If this is a threat or a development that we must embrace, Vos wonders. Two years ago, Belgian football club Racing Genk decided to monitor its players 24 hours a day. This was done after disappointing results and decreasing ticket sales. Vos: “A whole debate in the media started immediately. Especially because you don’t know what happens with the data. Players feel threatened. In the battle for profit, every percent counts. The coach thinks: If we want to play better, we have to do everything we can. Does the employer have something more to say about your body if players receive an annual salary of three to five tons per year? Especially if you want to make that body stronger with a gadget?”

PSV Eindhoven thinks of something similar, Cuijpers says. “From a legal point of view, our students have reflected on whether PSV is allowed to optimise the sports performances of the players. The students asked whether there was a privacy-sensitive aspect to this. The answer was: ‘No, it’s all covered in their employment contract. Our players have given permission for this’. How would you feel if an employment contract was presented at work, in which the choice of whether or not to work there depends on the fact that you want to provide insight into your activities 24/7”?

More than half of the attendees raise their hands when Cuijpers asks who would find that going too far. A former lecturer at Fontys responds: “I think there’s still a difference between working at PSV and working for Fontys. At PSV, my physical condition determines how much I contribute. A day of bad sleep doesn’t mean that I teach badly that day.”

Authorization

Cuijpers: “From a legal point of view, it is entirely up to the context and the data involved. You have to be able to prove that the collection of data is important for your goal as an employer. If it concerns medical data, permission is required. But how free is consent in an employment relationship? More so if consent to the processing of that data is a prerequisite for maintaining your employment contract in the first place?”

“I’m not saying that the law is good or bad. There is a discrepancy between what the law requires and the cases before us. There is a grey area there. Is it covered if the players have given their consent?”

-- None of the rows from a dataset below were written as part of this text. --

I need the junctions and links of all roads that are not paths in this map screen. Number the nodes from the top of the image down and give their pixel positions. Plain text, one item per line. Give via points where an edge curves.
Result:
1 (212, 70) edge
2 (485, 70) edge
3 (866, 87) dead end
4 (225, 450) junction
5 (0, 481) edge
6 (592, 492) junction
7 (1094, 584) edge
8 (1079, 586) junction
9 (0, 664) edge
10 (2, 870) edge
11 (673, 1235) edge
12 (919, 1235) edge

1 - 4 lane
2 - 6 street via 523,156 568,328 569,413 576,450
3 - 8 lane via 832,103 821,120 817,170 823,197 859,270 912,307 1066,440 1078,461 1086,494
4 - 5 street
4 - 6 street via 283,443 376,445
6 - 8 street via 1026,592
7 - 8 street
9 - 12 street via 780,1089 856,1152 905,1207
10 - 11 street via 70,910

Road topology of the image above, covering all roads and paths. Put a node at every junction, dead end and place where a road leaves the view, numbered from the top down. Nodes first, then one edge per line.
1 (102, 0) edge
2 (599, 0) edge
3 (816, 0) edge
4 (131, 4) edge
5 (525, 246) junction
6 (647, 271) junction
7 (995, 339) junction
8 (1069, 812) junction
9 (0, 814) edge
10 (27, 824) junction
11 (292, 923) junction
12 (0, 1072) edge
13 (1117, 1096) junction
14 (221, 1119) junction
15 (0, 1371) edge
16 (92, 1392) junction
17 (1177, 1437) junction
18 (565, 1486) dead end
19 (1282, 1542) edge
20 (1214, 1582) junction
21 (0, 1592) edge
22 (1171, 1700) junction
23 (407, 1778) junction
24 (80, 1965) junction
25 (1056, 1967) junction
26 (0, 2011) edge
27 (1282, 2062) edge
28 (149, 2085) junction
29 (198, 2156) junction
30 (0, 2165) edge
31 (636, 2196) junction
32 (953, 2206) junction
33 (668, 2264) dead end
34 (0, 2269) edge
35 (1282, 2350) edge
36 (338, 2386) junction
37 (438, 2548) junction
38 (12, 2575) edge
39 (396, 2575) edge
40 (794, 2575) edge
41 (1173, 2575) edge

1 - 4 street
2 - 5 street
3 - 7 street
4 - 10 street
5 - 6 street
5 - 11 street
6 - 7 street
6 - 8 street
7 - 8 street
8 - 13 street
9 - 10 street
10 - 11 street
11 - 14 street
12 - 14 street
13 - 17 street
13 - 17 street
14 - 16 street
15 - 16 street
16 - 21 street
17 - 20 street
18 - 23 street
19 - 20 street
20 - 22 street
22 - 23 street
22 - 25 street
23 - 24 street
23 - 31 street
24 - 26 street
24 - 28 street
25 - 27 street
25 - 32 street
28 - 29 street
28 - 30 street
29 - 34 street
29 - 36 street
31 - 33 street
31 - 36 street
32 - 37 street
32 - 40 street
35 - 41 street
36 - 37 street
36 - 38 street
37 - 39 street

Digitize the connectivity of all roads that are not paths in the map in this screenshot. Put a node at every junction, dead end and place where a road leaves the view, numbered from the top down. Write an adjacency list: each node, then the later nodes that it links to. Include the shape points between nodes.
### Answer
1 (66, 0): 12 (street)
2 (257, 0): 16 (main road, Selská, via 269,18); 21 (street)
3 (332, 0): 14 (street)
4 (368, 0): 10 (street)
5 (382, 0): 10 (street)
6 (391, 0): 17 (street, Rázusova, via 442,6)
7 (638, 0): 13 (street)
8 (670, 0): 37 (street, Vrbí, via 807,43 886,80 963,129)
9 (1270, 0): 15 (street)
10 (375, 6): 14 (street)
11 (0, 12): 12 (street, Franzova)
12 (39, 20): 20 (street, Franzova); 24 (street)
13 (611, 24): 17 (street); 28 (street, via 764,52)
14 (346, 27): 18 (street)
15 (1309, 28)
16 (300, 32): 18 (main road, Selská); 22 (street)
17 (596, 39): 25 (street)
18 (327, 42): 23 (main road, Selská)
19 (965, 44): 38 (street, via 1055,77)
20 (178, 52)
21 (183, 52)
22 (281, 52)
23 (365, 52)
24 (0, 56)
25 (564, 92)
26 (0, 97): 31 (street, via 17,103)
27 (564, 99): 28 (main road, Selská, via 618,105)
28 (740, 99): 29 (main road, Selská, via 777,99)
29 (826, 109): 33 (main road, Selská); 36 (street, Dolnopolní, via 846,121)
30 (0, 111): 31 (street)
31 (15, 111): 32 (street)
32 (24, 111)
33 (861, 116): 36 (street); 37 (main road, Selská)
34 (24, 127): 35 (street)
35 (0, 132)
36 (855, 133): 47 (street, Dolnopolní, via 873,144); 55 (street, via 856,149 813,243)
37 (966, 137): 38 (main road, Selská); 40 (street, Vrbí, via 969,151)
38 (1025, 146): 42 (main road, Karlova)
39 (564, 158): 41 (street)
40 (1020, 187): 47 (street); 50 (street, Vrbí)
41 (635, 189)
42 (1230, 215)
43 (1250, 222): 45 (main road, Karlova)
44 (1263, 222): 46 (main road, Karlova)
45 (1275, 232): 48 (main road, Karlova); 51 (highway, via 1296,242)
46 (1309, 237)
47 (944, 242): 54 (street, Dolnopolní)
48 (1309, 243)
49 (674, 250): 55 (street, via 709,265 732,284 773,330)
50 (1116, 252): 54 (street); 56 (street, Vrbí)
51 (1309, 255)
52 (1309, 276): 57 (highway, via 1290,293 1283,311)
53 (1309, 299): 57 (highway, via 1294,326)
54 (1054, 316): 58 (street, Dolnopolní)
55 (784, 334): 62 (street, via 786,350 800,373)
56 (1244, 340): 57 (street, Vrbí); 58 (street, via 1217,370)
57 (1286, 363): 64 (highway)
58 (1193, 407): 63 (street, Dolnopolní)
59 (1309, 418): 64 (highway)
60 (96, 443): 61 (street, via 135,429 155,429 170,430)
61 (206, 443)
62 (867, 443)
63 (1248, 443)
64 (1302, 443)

Closer to home, the same situation applies, where permission is clear. “Who has a wearable, for example, a Fitbit?” Cuijpers asks the audience. Hands go up. “Are you aware of with whom you all share data? Who has checked the general terms and conditions to see who will retrieve your data? Are there any of you who have changed the settings?”

In this case, too, most people’s hands go in the air. “Very good. The new legislation obliges the providers of these types of products to offer you freedom of choice by which you decide which functionalities you turn off and that you share data with other commercial parties. Often you give them as bulk permission. It is useful to adjust your sharing options if you do not want all those subsidiary companies to have access to your data.”

Saving state interests versus saving people’s lives

Another story is Strava, an app that connects you to your watch or bike computer and keeps track of your distance, speed and location. You can upload it to a platform and share your cycling or walking performance with others. “Strava can do something that no one else can”, says Vos. “Soldiers on a secret mission run around the camp within the fence, with Strava. This data can be collected and at the beginning of last year, there was a photo showing American and Dutch bases. State secret, but thanks to Strava, visible to the world. A week later, the Dutch ministry of defence organised a workshop to make soldiers aware of the danger of sports apps. That’s all well and good, but why did they never think of it before?”

“Then, at the end of 2018. Steven de Jongh, once a talented sprinter cyclist and now sports director at Trek-Segafredo. He is on tour with his team and is going on a bike ride. There is no sign of life for six hours. His wife, in panic, throws it on Twitter. In Strava there appeared to be a functionality that Strava continues to log without you being active. That man is found again, laying half-unconscious alongside the road – his life could be saved. An app of up to four euros a month that saves a life versus the app that threatens the interests of the state.”